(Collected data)
________________________________________
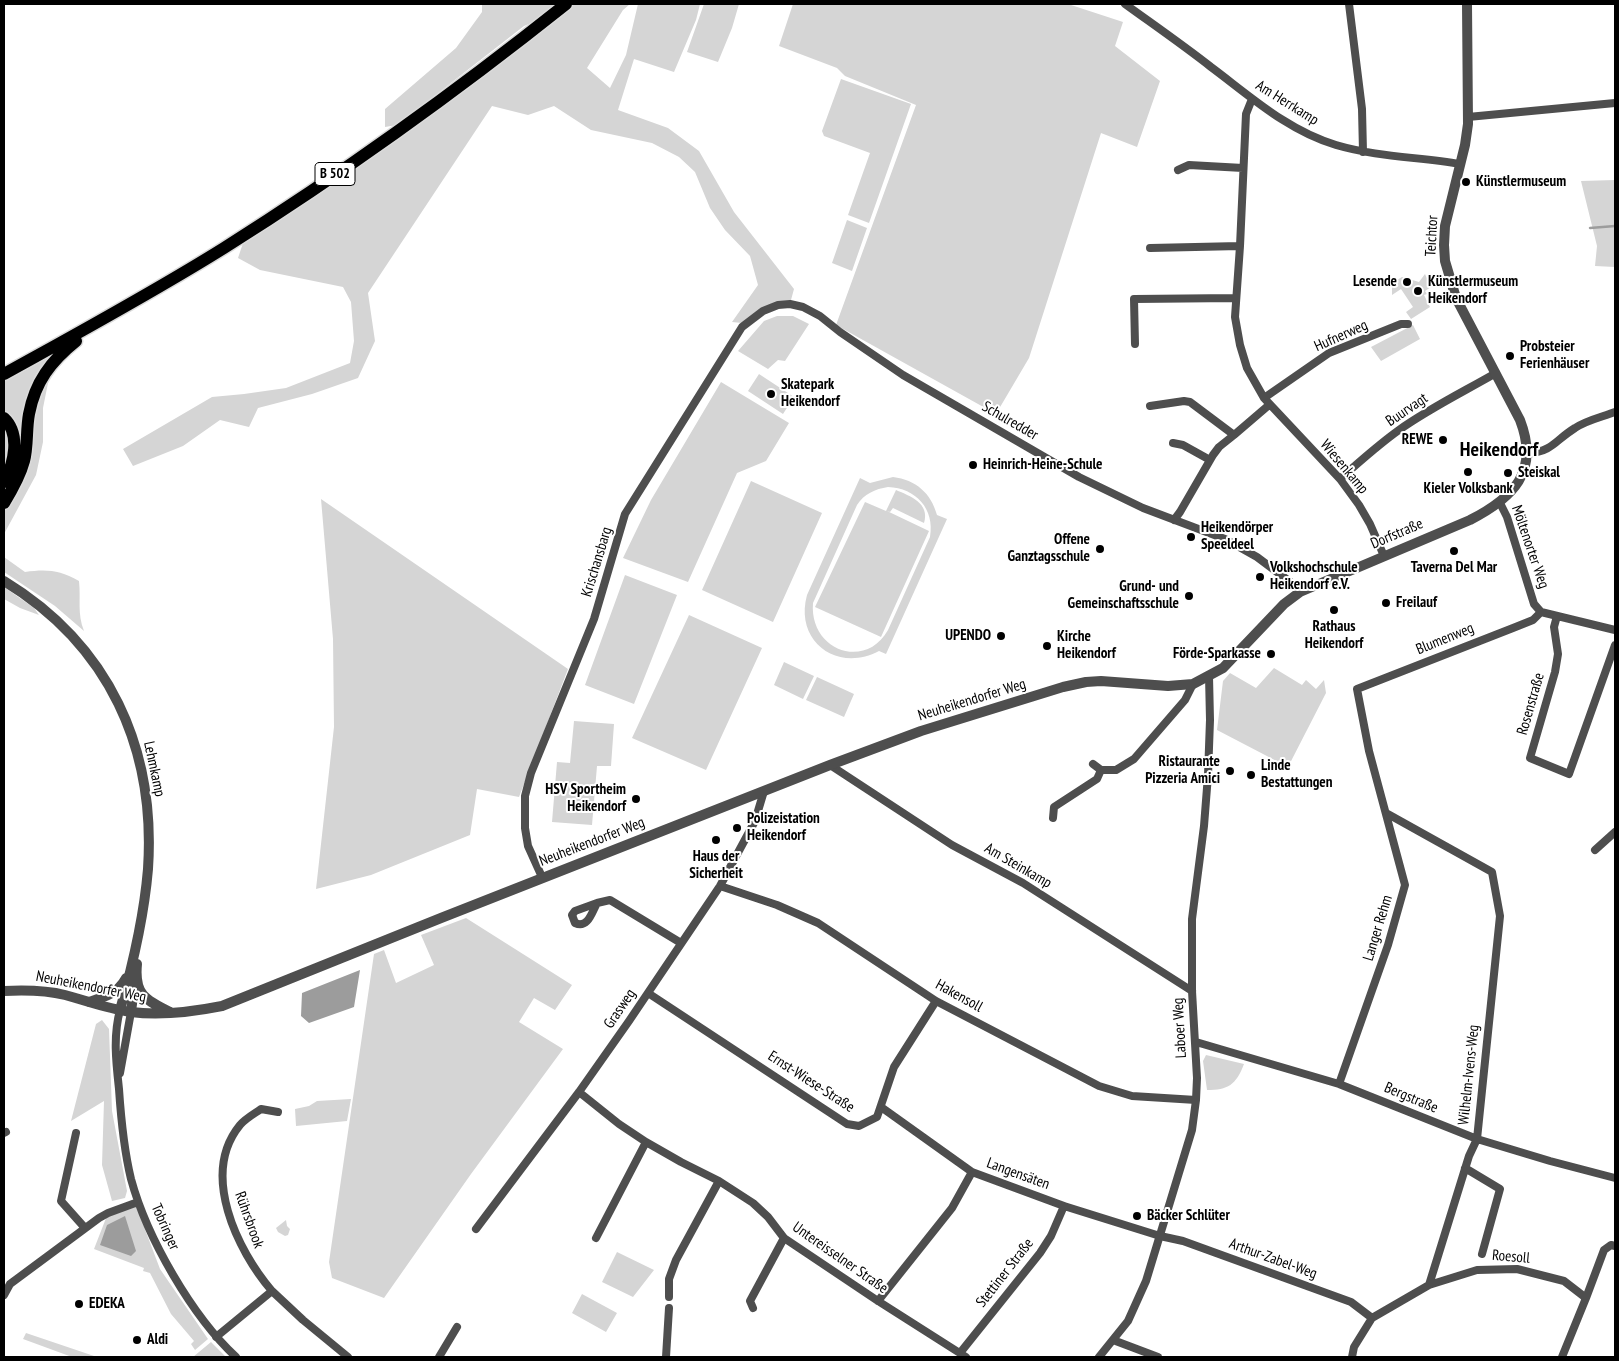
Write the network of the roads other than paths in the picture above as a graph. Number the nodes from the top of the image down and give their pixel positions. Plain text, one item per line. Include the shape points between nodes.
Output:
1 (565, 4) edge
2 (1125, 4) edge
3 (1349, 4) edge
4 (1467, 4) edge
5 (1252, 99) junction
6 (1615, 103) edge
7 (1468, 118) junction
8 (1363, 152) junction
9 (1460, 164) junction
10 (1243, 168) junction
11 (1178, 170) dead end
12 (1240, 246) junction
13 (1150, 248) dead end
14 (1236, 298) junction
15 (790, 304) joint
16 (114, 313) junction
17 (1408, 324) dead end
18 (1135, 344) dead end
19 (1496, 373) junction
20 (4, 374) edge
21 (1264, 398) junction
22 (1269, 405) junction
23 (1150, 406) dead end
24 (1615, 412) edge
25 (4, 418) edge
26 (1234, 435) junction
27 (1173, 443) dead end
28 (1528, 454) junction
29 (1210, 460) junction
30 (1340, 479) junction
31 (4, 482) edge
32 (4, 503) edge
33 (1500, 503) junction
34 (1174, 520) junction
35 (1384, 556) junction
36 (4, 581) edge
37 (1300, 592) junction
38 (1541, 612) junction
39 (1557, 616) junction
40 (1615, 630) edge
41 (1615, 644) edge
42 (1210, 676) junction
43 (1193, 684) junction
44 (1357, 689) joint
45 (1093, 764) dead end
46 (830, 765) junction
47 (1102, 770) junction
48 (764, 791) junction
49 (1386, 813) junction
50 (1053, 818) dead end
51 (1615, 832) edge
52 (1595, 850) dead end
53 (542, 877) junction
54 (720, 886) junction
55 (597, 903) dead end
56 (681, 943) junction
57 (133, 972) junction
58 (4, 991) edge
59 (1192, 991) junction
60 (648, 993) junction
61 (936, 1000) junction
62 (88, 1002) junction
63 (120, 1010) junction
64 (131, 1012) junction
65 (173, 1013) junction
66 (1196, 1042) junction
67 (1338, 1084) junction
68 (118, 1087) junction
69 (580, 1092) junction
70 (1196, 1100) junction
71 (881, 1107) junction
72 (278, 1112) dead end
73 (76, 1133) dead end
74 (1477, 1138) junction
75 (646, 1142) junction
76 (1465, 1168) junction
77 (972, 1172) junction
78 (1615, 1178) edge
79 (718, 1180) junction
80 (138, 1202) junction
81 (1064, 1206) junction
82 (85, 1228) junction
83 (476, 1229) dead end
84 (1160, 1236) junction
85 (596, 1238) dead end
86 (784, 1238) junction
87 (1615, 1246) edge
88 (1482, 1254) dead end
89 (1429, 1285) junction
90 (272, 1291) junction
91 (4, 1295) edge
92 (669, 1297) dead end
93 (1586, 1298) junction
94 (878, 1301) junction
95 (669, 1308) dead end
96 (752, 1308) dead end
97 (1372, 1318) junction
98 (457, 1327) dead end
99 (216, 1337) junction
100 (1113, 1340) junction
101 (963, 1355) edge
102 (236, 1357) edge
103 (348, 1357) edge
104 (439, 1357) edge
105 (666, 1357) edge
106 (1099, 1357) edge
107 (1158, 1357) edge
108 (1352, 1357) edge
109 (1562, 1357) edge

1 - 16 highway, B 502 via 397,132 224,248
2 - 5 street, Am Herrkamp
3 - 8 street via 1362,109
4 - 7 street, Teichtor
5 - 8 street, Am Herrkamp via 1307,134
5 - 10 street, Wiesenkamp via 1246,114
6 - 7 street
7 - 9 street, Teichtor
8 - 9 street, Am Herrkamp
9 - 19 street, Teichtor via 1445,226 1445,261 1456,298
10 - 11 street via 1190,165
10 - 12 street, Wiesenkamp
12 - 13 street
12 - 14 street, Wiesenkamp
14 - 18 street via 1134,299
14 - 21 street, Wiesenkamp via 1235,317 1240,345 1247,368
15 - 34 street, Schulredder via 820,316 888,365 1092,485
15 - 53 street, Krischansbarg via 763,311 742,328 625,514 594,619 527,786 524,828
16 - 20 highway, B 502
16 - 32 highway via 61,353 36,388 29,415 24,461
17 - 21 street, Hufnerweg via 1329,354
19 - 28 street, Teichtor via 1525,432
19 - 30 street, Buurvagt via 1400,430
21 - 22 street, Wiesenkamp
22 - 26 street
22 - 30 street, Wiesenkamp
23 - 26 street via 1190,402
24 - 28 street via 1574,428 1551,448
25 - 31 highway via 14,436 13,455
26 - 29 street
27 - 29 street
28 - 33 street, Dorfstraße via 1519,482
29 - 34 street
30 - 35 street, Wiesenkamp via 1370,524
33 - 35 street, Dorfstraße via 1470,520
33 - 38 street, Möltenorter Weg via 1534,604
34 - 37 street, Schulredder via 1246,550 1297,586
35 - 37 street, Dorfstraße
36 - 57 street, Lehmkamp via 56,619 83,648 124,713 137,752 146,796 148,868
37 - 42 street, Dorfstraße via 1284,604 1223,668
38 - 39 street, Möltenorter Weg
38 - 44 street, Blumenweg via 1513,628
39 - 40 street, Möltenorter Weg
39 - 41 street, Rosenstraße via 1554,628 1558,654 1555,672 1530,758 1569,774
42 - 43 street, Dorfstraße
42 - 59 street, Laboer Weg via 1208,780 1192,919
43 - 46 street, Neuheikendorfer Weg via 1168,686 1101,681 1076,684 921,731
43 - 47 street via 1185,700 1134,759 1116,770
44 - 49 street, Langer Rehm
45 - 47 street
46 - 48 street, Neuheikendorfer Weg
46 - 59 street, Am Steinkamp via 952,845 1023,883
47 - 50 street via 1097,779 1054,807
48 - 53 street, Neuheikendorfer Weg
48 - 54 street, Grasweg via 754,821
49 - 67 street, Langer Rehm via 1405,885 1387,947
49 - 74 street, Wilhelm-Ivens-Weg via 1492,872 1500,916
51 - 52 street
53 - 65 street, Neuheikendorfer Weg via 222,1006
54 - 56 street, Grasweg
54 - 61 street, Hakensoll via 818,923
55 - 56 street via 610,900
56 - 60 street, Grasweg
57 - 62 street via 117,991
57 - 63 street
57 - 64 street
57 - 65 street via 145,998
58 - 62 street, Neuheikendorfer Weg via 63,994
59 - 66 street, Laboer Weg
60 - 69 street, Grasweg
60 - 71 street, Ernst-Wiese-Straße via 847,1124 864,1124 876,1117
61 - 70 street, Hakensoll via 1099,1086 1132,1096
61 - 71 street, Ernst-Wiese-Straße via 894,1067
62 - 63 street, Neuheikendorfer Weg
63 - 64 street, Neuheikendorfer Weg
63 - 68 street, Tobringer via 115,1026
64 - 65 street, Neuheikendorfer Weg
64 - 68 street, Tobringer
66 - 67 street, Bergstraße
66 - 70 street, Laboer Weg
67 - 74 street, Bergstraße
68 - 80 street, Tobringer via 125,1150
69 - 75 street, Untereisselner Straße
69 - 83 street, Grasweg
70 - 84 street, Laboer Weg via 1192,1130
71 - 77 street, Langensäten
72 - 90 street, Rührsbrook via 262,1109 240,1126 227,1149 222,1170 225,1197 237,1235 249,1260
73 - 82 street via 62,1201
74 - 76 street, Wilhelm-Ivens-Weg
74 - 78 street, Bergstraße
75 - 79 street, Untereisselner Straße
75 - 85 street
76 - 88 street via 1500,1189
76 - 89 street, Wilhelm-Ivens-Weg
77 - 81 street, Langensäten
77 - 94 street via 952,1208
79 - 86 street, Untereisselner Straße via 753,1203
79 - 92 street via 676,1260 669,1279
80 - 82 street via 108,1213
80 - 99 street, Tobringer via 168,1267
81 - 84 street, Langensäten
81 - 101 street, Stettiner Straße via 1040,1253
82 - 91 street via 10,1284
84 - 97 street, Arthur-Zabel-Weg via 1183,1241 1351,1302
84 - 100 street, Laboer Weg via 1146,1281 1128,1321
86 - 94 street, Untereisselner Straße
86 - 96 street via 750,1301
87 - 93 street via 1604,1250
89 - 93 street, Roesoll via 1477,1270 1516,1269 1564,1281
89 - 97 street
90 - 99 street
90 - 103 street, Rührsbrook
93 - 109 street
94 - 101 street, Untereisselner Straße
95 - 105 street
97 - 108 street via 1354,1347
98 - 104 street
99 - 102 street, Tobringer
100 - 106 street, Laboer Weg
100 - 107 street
________________________________________
* AIM OF THE TASK
Of the lines above, copy each one that contains the word "Hakensoll".

* FINISHED TASK
54 - 61 street, Hakensoll via 818,923
61 - 70 street, Hakensoll via 1099,1086 1132,1096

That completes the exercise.